Jaap has asked for the wisdom of the Perl Monks concerning the following question:

Wise Monks,

I am currently using Text::WikiFormat which is too slow for my needs.
I want to write my own wiki formatter using some Perl module for the tokenizing / lexical analyzing.
Now searching through CPAN i am a bit lost there with all the modules that come up.
I have text like this:
* Unordered List item 1 * Item 1.1 * 1.1.1 etc... 1. Ordered lists too, nested as well |table|with| |2 rows|and 2 columns| *strong text* /emphasized text/ horizontal ruler: ----
The main focus is currently on speed/performance. Does anybody have any tips what parser / tokenizer to use?

Replies are listed 'Best First'.
Re: Tokenizer / Lexical Analyzer for parsing Wiki
by BrowserUk (Patriarch) on Sep 02, 2004 at 13:41 UTC

    How much too slow is it?

    Have you considered profiling the code and seeing whether you can improve the performance of the existing code sufficiently for your needs?

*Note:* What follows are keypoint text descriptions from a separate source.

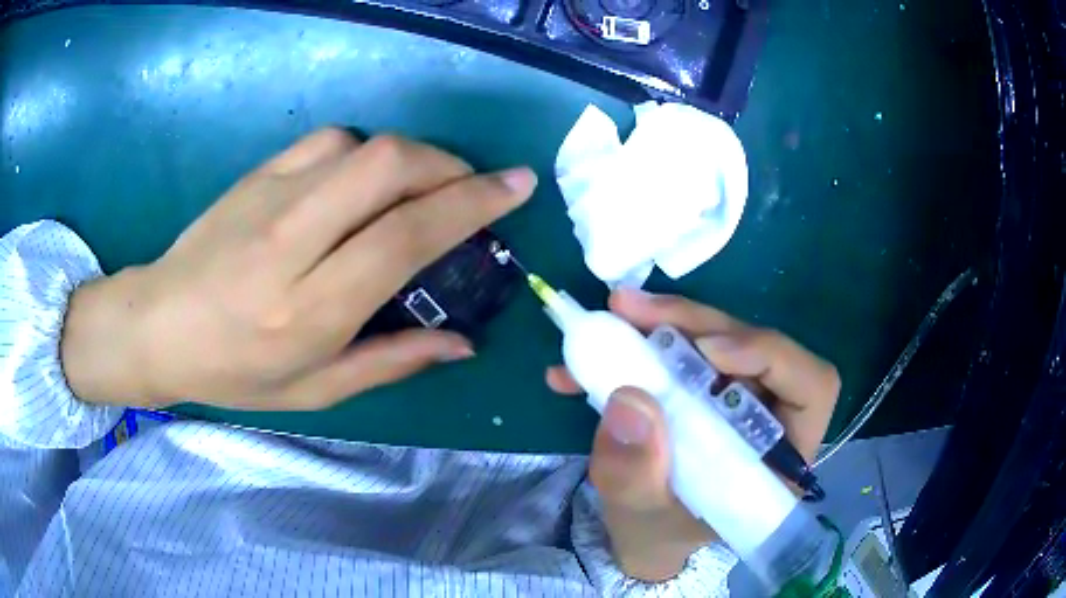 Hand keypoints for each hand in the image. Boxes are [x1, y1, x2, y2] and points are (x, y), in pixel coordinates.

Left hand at [61, 129, 536, 409]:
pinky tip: (362, 180)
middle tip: (472, 187)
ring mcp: (269, 198)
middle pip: (388, 167)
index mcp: (309, 309)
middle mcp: (291, 242)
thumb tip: (461, 342)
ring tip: (421, 187)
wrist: (159, 325)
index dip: (471, 204)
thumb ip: (392, 362)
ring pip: (362, 145)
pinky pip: (327, 141)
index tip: (516, 186)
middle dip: (449, 166)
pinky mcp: (255, 175)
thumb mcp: (315, 389)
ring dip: (410, 158)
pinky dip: (364, 152)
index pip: (405, 236)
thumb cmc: (235, 372)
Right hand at [546, 289, 839, 581]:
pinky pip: (681, 350)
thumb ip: (636, 473)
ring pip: (717, 340)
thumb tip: (630, 399)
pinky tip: (585, 363)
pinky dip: (637, 345)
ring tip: (610, 318)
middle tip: (631, 311)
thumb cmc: (657, 533)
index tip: (707, 351)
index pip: (812, 387)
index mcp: (781, 458)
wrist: (642, 532)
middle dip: (696, 325)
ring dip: (664, 325)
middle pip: (755, 349)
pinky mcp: (705, 388)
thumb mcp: (641, 515)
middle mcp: (770, 417)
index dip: (769, 355)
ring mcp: (737, 398)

    Examine what is said, not who speaks.
    "Efficiency is intelligent laziness." -David Dunham
    "Think for yourself!" - Abigail
    "Memory, processor, disk in that order on the hardware side. Algorithm, algorithm, algorithm on the code side." - tachyon
Re: Tokenizer / Lexical Analyzer for parsing Wiki
by Crian (Curate) on Sep 02, 2004 at 12:24 UTC

    Perhaps you could take a look at KWiki. It's a Perl module too, but I don't know if it is pure Perl. If it is, you could perhaps take a look on their wiki formatter.

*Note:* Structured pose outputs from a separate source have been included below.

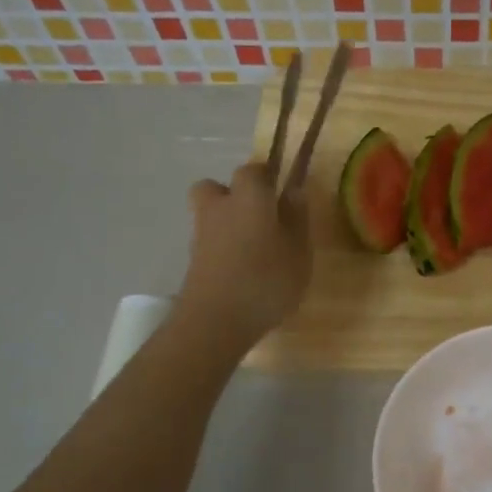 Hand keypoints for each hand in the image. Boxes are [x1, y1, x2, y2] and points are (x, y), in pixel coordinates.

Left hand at [177, 163, 311, 347]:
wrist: (214, 321)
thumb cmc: (266, 280)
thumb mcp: (298, 251)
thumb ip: (296, 218)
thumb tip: (294, 189)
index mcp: (249, 197)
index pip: (254, 170)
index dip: (267, 177)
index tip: (282, 192)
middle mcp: (220, 207)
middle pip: (217, 187)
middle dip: (235, 195)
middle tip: (260, 217)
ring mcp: (201, 235)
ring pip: (210, 214)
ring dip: (227, 223)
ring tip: (254, 249)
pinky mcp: (192, 261)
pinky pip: (209, 242)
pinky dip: (222, 249)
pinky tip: (241, 271) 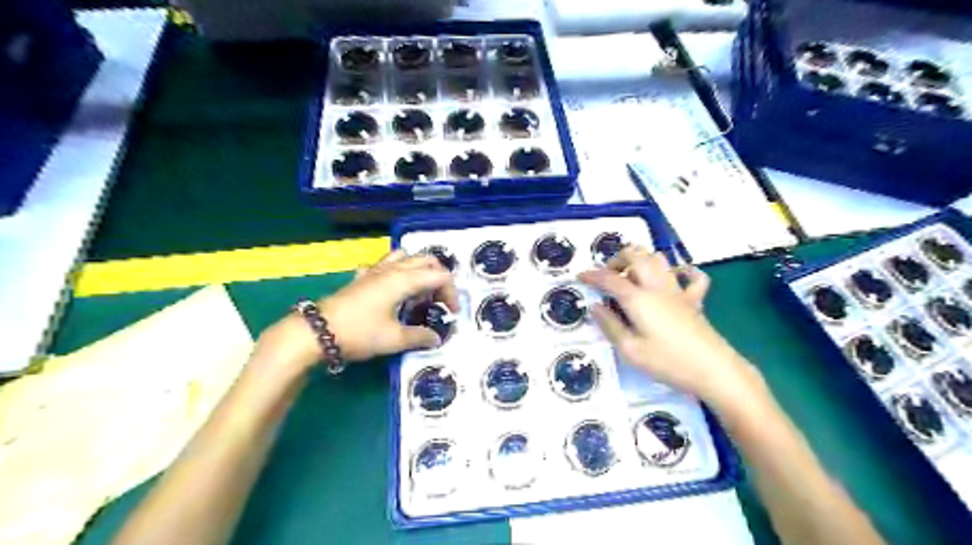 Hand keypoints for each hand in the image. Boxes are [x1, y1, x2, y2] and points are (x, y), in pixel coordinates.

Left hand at [257, 249, 457, 370]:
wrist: (316, 332)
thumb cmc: (358, 333)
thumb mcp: (393, 339)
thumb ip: (419, 336)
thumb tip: (436, 338)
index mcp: (404, 280)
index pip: (440, 276)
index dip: (451, 293)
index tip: (451, 313)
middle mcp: (392, 269)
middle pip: (426, 261)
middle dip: (439, 278)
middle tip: (440, 301)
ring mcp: (375, 271)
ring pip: (406, 257)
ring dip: (419, 270)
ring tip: (419, 293)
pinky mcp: (363, 278)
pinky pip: (385, 265)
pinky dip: (397, 271)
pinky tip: (393, 289)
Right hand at [576, 247, 758, 404]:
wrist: (714, 371)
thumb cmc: (668, 362)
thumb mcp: (630, 350)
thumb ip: (610, 325)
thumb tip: (595, 306)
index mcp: (638, 299)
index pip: (610, 279)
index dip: (592, 275)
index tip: (579, 277)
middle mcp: (657, 287)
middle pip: (636, 256)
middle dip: (617, 259)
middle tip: (607, 276)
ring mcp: (678, 291)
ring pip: (659, 259)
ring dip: (642, 260)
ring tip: (631, 276)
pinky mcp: (694, 300)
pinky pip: (692, 276)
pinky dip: (681, 270)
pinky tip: (673, 277) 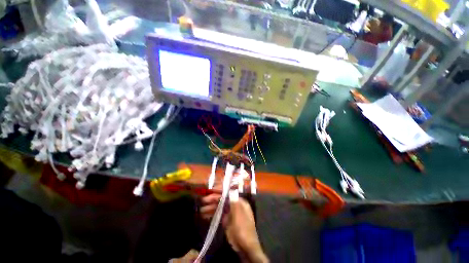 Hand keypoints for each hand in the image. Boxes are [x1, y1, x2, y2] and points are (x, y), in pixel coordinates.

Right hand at [200, 194, 267, 262]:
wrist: (245, 247)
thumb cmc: (243, 229)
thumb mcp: (239, 214)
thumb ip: (233, 202)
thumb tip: (230, 190)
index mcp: (239, 202)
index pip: (229, 193)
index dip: (220, 191)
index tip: (211, 190)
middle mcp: (234, 205)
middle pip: (223, 200)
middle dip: (213, 199)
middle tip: (203, 201)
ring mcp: (230, 213)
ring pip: (219, 207)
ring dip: (211, 207)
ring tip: (201, 209)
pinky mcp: (226, 220)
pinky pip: (218, 214)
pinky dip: (212, 214)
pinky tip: (204, 215) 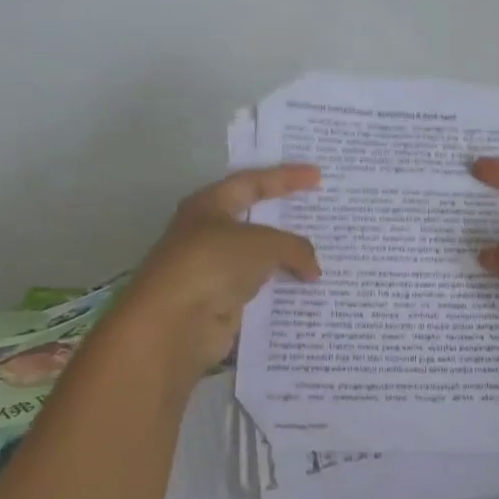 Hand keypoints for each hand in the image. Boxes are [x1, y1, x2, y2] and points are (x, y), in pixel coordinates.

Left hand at [113, 165, 322, 382]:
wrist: (175, 322)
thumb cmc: (214, 264)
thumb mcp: (263, 244)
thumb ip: (295, 248)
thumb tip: (313, 269)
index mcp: (209, 205)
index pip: (253, 182)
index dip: (286, 177)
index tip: (318, 176)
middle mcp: (208, 234)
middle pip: (255, 222)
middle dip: (287, 222)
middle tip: (320, 218)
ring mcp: (214, 270)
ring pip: (260, 260)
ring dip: (287, 261)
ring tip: (323, 260)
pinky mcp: (221, 303)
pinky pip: (260, 291)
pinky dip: (281, 291)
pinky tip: (307, 293)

      The Kwiki parser is rather poor too, unfortunately. I went from Kwiki to Text::WikiFormat.
Re: Tokenizer / Lexical Analyzer for parsing Wiki
by PodMaster (Abbot) on Sep 02, 2004 at 11:04 UTC
    I want to write my own wiki formatter using some Perl module for the tokenizing / lexical analyzing.
    If speed/perfornace is your main focus, and Text::WikiFormat is too slow for you, I'd say you don't want to use perl at all.

    MJD says "you can't just make shit up and expect the computer to know what you mean, retardo!"
    I run a Win32 PPM repository for perl 5.6.x and 5.8.x -- I take requests (README).
    ** The third rule of perl club is a statement of fact: pod is sexy.

      That is a rather good point. But i know that Text::WikiFormat is not very speed-oriented so i can do a lot speedier in Perl. My entire Wiki is in Perl too.

      Currently looking at Parse::Lex.
        That is a rather good point. But i know that Text::WikiFormat is not very speed-oriented so i can do a lot speedier in Perl

        Is Text::WikiFormat a lost cause? Or do you think it could be speed up? If so, why not see if the author is interested in you attempting to do so?

        However, If you really feel Text::WikiFormat is a lost cause, then I would recommend writing your own lexer and tokenizer, that way you will be sure to squeeze all the speed out of it you need.

        -stvn